_Required action_
Look through the lines below; wherever the word "Carrera" appears, copy that line.

_Saved entries_

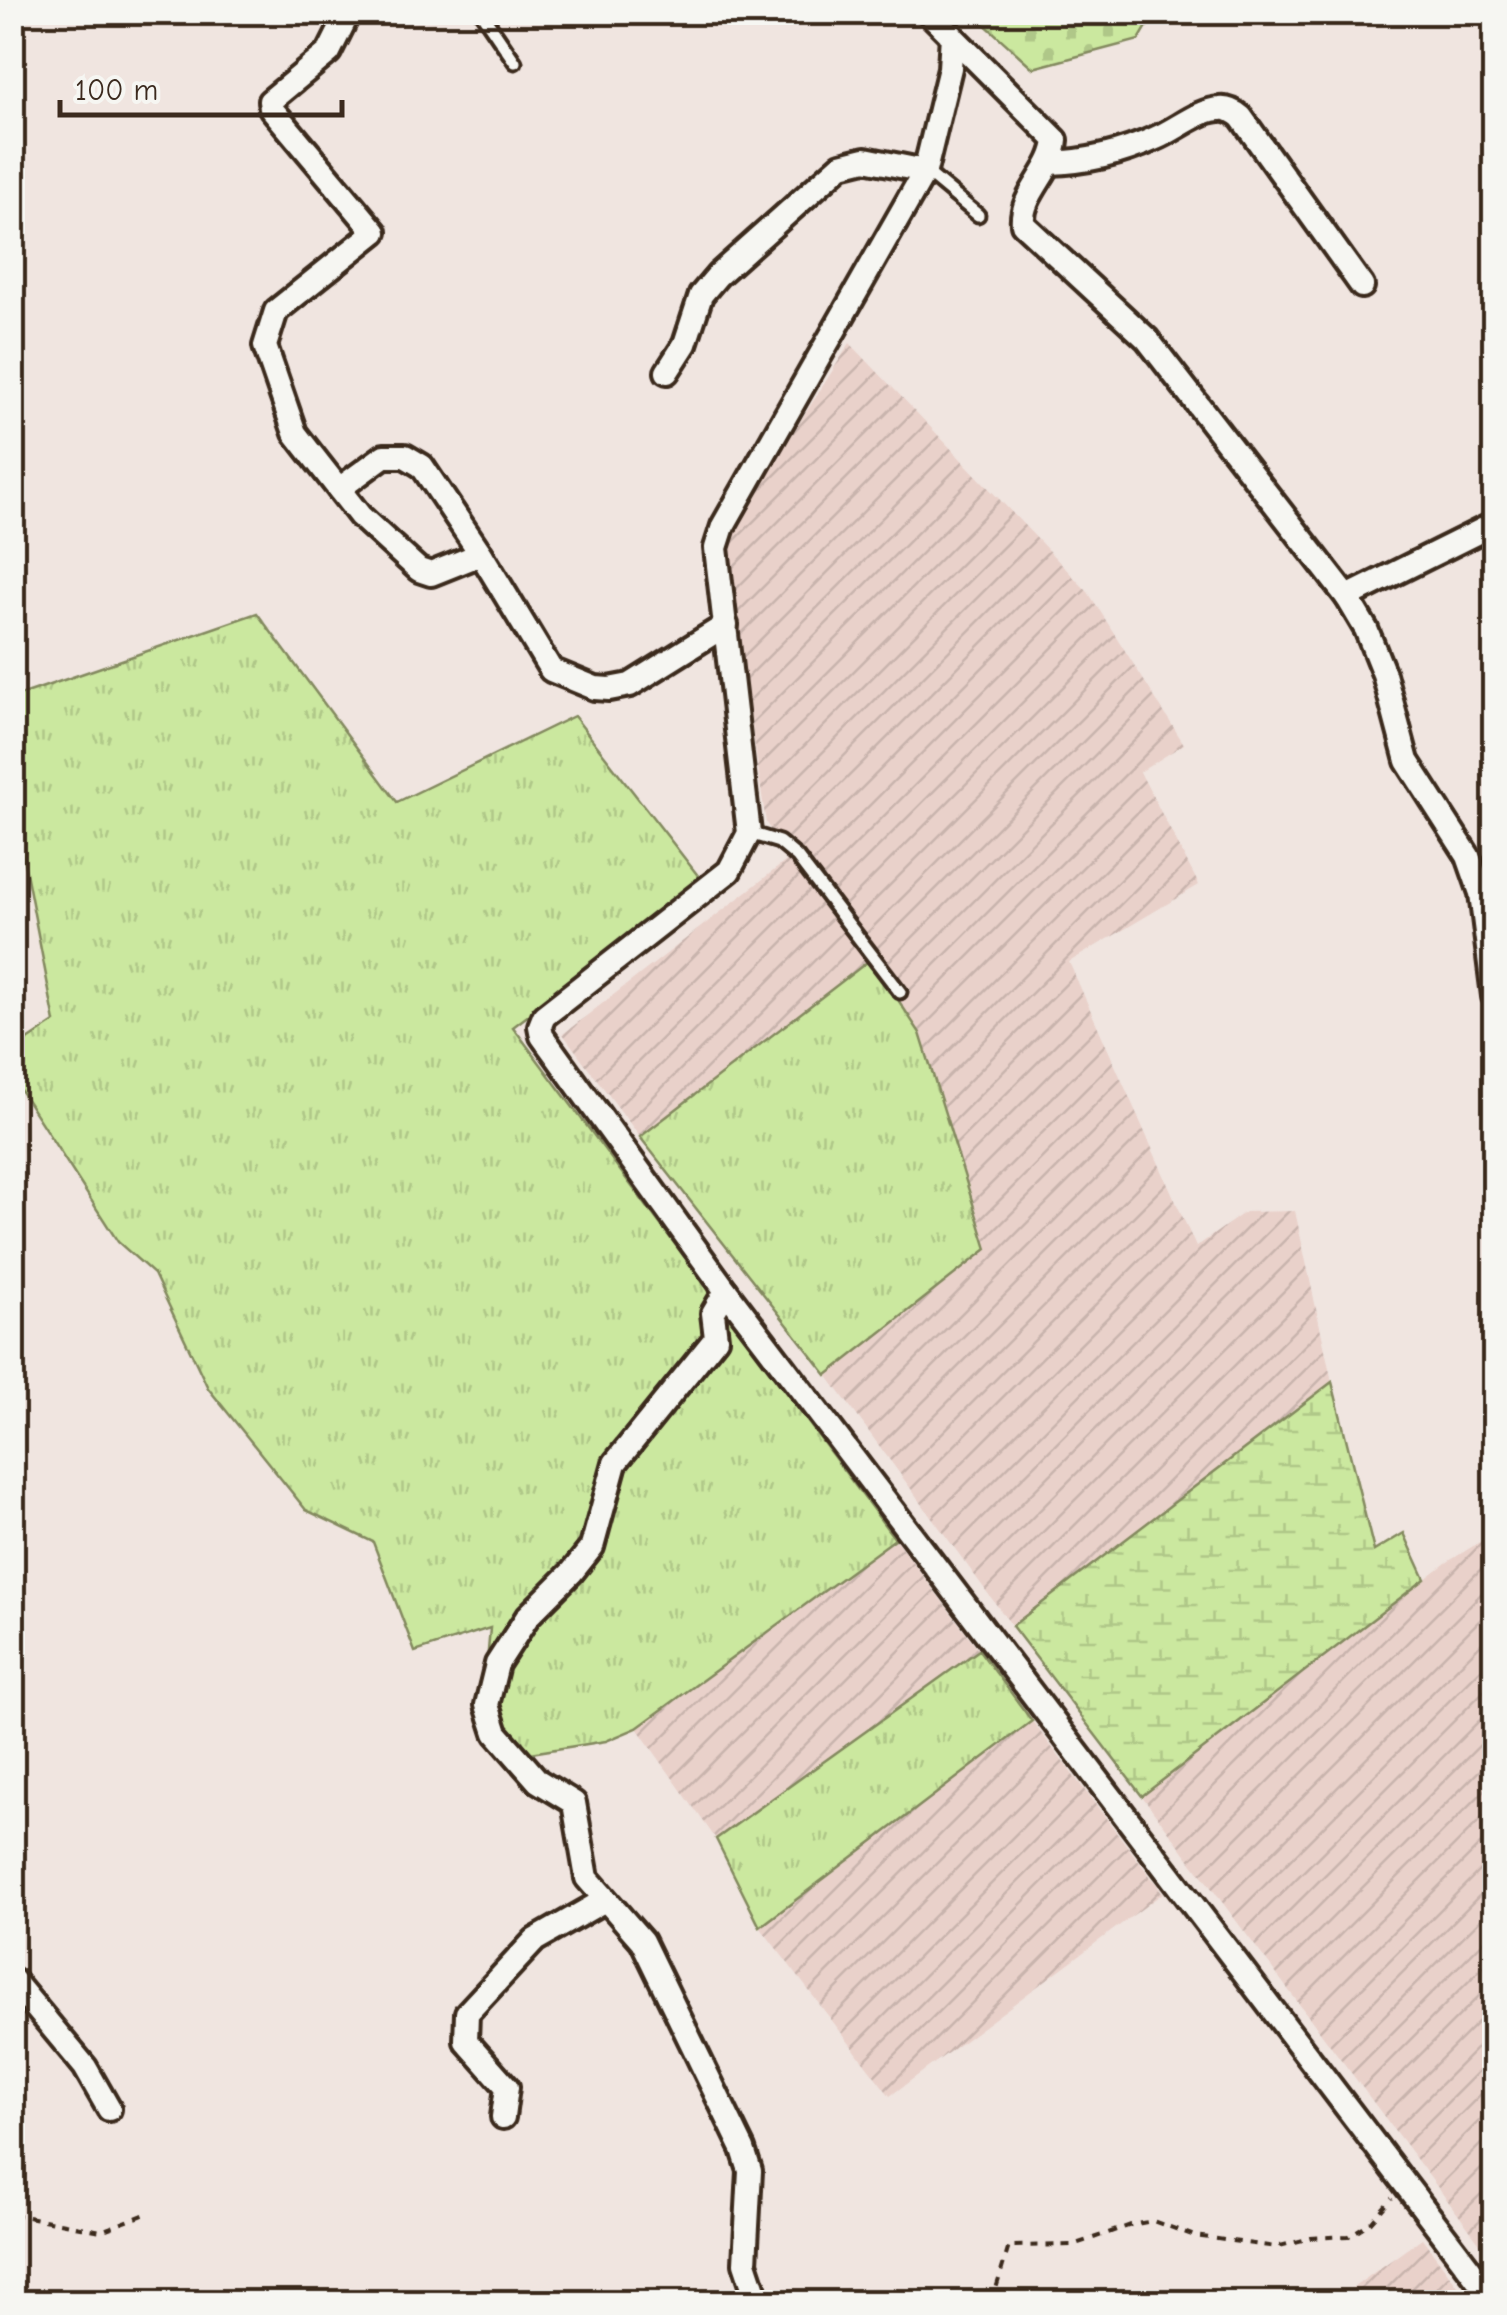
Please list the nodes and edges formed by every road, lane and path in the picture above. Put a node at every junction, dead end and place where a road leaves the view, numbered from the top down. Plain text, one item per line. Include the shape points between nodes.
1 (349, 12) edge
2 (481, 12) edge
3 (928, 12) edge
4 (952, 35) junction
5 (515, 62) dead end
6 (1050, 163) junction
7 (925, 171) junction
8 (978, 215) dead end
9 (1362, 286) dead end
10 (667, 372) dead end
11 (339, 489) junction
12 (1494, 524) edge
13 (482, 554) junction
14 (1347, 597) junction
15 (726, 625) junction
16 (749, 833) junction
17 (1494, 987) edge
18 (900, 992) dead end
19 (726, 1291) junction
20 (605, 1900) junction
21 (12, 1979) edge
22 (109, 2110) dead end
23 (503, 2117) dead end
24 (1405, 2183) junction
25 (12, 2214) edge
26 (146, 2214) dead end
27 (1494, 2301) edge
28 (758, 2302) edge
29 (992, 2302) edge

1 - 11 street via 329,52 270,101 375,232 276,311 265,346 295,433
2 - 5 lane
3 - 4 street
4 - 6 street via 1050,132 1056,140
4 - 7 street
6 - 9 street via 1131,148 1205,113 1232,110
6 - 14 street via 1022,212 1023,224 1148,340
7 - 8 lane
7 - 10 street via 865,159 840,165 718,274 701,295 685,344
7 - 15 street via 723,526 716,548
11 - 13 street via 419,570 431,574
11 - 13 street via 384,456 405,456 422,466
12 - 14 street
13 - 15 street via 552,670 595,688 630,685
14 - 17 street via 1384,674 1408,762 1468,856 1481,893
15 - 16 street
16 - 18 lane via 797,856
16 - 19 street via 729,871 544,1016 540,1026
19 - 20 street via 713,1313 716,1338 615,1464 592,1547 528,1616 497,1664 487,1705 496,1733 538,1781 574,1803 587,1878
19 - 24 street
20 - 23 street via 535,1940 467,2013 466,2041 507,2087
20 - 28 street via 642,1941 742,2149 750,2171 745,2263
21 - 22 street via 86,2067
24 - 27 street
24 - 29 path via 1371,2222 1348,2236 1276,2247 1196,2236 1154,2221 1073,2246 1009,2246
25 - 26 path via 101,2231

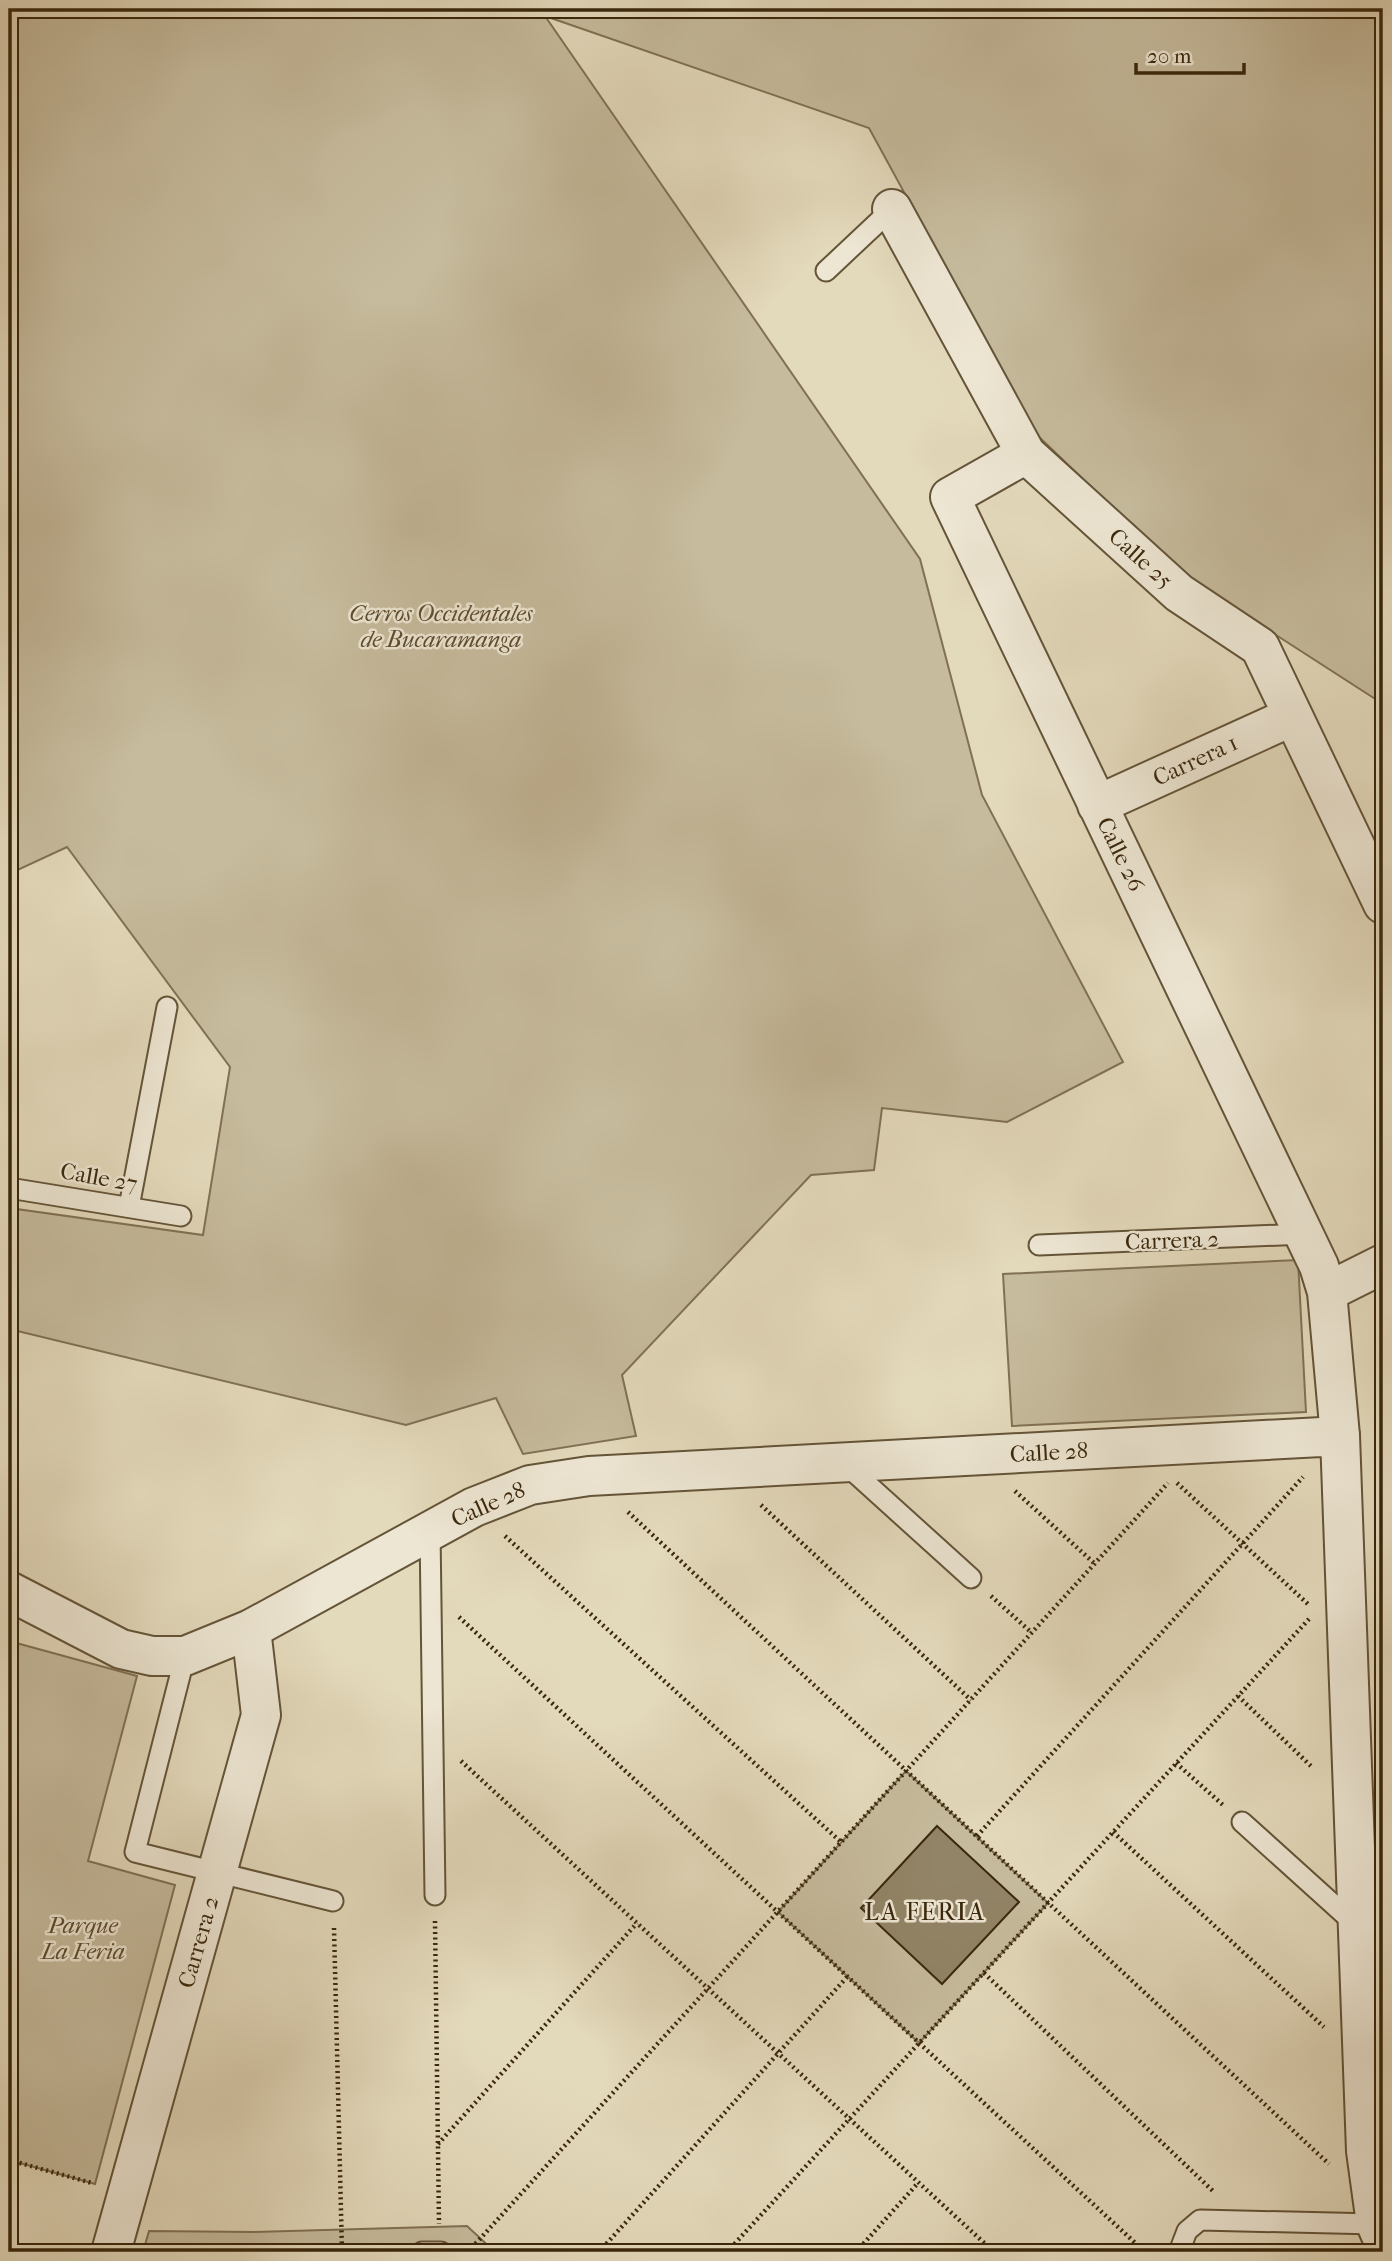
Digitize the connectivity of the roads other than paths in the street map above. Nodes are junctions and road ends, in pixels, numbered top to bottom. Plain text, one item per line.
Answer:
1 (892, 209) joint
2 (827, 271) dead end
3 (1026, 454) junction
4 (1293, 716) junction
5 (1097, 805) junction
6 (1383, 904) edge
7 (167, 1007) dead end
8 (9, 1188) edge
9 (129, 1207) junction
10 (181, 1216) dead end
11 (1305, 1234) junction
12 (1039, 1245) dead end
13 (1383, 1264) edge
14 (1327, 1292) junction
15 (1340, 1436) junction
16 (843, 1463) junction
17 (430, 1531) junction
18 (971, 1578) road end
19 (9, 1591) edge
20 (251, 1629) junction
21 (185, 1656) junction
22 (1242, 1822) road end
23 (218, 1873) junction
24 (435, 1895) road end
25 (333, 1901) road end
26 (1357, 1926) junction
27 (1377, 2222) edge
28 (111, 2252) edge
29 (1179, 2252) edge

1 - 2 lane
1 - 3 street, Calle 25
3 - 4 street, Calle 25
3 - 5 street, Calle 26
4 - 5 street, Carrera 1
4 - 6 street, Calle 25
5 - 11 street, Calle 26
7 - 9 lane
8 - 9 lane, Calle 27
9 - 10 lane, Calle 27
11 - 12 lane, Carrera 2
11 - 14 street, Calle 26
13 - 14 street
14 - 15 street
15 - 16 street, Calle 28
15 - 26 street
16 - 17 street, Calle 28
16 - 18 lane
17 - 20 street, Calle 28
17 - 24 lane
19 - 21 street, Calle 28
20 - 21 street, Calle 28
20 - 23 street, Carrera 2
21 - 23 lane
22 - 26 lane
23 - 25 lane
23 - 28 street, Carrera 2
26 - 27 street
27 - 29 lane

_Answer area_
4 - 5 street, Carrera 1
11 - 12 lane, Carrera 2
20 - 23 street, Carrera 2
23 - 28 street, Carrera 2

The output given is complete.